Ship gates caught a regression we didn't know we'd introduced

2026-04-15 · 3 min read

We use our own eval system to gate Atlas adapter releases. Here is a case where it actually worked.

We dogfood the reliability loop internally on Atlas adapter releases. When we are preparing a new adapter checkpoint for production, we run it through the same evaluator and ship-gate setup our customers use. In February, the gates caught something we would have shipped.

What happened

We were preparing an adapter that had been trained with updated correction data — a batch we had curated from internal usage over the previous six weeks. The batch had a heavier representation of multi-turn conversations than prior batches. The adapter scored well on our standard evals. We moved it to the pre-promotion stage, ran the full eval suite against our internal datasets, and one evaluator failed.

The failing evaluator was a JSON-schema validator on a structured-extraction operation. The operation extracts invoice line items into a fixed schema: an array of objects with description, quantity, unit_price, and amount. The adapter was outputting an additional currency_code field in roughly 12% of responses. The field wasn't in the schema, so the JSON-schema evaluator scored those responses as 0.5 (valid JSON, invalid schema). The aggregate score on that evaluator dropped to 0.89, below the 0.95 gate.

The gate blocked promotion. We pulled the adapter. We went back to the training data.

What the data showed

Looking at the correction batch, we found a cluster of multi-turn conversations where a reviewer had corrected an earlier response to include currency_code. The reviewer was right in context — those conversations were about international invoices and currency_code was useful information. But the correction was not tagged to any operation, so it was included in the general training batch, and the adapter generalized from it.

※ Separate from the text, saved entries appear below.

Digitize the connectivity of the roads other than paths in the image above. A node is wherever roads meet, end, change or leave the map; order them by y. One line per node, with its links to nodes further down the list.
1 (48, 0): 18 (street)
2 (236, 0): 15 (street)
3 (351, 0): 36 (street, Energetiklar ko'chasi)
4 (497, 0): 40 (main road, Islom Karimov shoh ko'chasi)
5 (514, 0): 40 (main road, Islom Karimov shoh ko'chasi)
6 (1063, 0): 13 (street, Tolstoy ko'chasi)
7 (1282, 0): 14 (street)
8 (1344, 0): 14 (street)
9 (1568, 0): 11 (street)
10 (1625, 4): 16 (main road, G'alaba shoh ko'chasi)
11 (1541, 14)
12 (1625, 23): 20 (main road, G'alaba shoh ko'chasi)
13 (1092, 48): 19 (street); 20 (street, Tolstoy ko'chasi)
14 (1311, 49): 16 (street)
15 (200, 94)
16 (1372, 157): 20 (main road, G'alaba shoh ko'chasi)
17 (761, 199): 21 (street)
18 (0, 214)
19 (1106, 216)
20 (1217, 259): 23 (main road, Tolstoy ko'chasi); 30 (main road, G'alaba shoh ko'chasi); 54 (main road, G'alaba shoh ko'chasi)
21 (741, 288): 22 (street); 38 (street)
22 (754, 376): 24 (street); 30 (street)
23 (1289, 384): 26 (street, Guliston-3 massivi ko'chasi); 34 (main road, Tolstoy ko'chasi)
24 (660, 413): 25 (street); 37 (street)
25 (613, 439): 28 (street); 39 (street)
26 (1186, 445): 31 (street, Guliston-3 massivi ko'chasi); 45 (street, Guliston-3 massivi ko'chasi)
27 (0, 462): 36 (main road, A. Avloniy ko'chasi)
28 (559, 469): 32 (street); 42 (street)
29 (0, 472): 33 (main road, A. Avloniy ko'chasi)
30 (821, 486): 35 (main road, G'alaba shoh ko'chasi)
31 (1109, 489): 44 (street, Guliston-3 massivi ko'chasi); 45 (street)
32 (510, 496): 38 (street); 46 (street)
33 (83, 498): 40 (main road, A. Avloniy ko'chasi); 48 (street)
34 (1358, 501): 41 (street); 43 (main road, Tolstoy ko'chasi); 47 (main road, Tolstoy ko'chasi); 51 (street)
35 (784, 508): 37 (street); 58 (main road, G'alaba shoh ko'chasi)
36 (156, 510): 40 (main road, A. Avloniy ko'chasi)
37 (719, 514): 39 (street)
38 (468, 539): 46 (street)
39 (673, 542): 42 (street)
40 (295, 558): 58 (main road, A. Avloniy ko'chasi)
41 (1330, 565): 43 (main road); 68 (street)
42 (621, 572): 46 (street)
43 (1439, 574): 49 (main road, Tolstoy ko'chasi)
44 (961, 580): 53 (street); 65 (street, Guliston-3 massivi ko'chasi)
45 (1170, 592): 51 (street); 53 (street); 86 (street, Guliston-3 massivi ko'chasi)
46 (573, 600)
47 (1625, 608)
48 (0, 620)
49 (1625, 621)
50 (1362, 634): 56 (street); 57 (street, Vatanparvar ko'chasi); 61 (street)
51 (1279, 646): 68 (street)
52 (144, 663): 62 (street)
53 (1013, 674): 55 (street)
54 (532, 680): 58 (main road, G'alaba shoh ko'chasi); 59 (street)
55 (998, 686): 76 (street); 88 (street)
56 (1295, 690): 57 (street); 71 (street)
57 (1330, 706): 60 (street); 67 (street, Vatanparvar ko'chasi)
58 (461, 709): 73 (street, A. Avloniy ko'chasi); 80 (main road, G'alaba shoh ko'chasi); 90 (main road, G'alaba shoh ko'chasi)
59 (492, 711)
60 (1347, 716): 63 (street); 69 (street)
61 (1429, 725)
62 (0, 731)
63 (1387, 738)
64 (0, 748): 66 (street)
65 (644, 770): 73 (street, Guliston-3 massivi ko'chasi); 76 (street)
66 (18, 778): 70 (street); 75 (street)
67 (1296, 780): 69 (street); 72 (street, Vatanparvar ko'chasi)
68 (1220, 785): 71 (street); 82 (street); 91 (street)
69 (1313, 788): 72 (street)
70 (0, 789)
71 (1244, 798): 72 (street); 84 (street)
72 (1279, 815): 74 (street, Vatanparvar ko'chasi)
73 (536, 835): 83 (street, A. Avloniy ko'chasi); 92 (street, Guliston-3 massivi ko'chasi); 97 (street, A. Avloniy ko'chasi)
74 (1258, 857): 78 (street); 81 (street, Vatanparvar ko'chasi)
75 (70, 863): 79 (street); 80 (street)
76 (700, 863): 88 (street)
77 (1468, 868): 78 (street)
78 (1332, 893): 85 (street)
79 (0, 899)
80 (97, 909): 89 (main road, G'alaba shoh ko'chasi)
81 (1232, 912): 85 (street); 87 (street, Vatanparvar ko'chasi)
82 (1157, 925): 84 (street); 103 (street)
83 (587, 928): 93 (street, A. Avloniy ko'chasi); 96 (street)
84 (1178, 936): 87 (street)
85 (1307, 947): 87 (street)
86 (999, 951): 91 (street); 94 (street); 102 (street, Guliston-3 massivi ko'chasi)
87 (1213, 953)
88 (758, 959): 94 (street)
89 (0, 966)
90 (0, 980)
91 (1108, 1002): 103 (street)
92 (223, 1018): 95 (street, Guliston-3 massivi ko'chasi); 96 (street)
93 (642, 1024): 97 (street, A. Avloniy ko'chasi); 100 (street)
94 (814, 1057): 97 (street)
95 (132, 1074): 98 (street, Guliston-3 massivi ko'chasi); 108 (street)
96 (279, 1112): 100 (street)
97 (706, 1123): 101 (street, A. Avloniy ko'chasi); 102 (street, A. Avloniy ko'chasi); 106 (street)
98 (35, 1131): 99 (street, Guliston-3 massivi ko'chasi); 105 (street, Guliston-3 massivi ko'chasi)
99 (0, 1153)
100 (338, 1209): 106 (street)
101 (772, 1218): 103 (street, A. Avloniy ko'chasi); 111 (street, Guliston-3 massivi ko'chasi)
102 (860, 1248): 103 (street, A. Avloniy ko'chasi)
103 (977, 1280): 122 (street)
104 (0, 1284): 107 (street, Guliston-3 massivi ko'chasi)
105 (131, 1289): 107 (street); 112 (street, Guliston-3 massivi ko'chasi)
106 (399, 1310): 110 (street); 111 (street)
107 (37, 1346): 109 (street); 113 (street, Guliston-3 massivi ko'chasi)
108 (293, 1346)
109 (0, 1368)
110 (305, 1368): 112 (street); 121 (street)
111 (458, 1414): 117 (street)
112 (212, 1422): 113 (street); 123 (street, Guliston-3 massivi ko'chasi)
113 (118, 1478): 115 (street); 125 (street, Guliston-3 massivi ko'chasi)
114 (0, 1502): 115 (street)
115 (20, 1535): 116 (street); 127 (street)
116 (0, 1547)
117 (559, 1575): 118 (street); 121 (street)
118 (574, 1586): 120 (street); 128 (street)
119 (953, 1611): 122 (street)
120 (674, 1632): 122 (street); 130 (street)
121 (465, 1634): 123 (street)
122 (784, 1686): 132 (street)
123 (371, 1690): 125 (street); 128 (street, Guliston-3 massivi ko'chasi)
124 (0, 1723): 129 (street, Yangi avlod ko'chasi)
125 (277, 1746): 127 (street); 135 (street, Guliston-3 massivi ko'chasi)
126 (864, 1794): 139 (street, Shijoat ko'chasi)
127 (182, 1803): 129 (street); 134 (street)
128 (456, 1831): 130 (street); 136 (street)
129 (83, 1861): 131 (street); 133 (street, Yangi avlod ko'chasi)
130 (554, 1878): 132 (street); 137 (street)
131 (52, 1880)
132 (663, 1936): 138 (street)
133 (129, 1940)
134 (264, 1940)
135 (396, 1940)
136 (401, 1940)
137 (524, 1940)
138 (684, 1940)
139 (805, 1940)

This is the problem with using unconstrained correction signal. A correction that is appropriate in one context can be a regression in another context that expects a stricter schema.

What we changed

We added a field in our internal annotation interface that requires reviewers to tag corrections with a scope. A correction tagged as scoped does not go into the general training batch — it goes into an operation-specific dataset. Corrections tagged as general are reviewed by a second person before they are included in the base batch.

This is a manual process. We do not have a great automated way to detect context-contamination in training data yet. But having the ship gate fail gave us a concrete failure to reason backwards from, which is different from discovering the regression after deployment.

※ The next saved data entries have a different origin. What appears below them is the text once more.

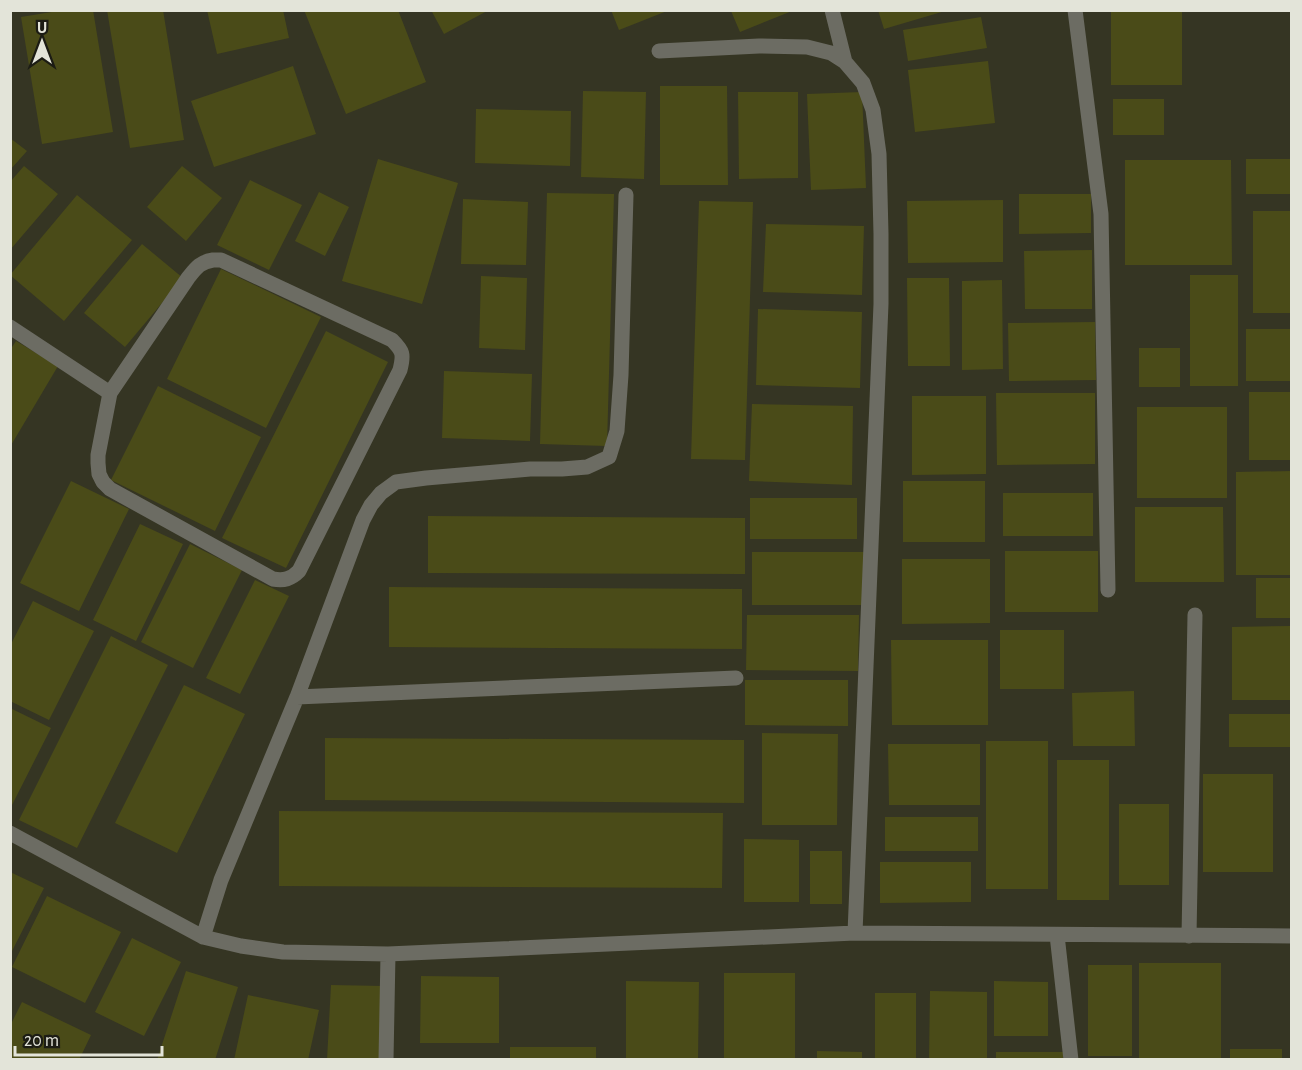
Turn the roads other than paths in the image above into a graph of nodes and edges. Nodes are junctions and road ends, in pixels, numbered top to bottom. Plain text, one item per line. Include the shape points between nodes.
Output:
1 (832, 10) edge
2 (1075, 10) edge
3 (659, 51) dead end
4 (845, 62) junction
5 (626, 195) dead end
6 (10, 327) edge
7 (110, 393) junction
8 (1108, 590) dead end
9 (1195, 615) dead end
10 (736, 678) dead end
11 (297, 697) junction
12 (10, 833) edge
13 (855, 933) junction
14 (1058, 935) junction
15 (1189, 936) junction
16 (1292, 936) edge
17 (203, 937) junction
18 (388, 954) junction
19 (386, 1059) edge
20 (1071, 1059) edge

1 - 4 street
2 - 8 street via 1101,214
3 - 4 street via 807,47 831,53
4 - 13 street via 863,83 873,110 879,154 881,234
5 - 11 street via 621,375 617,431 609,457 587,467 396,482 381,493 363,520
6 - 7 street
7 - 7 street via 98,455 103,482 273,579 287,579 299,571 400,370 403,353 392,339 221,260 204,261 188,278
9 - 15 street
10 - 11 street
11 - 17 street via 221,880
12 - 17 street
13 - 14 street
13 - 18 street
14 - 15 street
14 - 20 street
15 - 16 street
17 - 18 street via 283,952
18 - 19 street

The thing about catching your own bugs

There is something slightly uncomfortable about writing this post. We are describing a mistake we made and caught. The intended read is: the system works, we found it before it shipped. But the system working does not mean the underlying issue — unconstrained correction signal bleeding across operations — was not a real problem. It was.

We shipped without this bug because the gate caught it. That is correct. We would prefer not to have introduced the bug in the first place. The process improvement on correction scoping is the more important part of this story.

If you are running the reliability loop on your own operations, the same failure mode is possible in your data. If a correction that was appropriate in one context is generalizing to a context where it is not, your evaluators will catch it — but only if your evaluators cover the right operations. Coverage matters as much as thresholds.

The gates work. Write the evaluators first.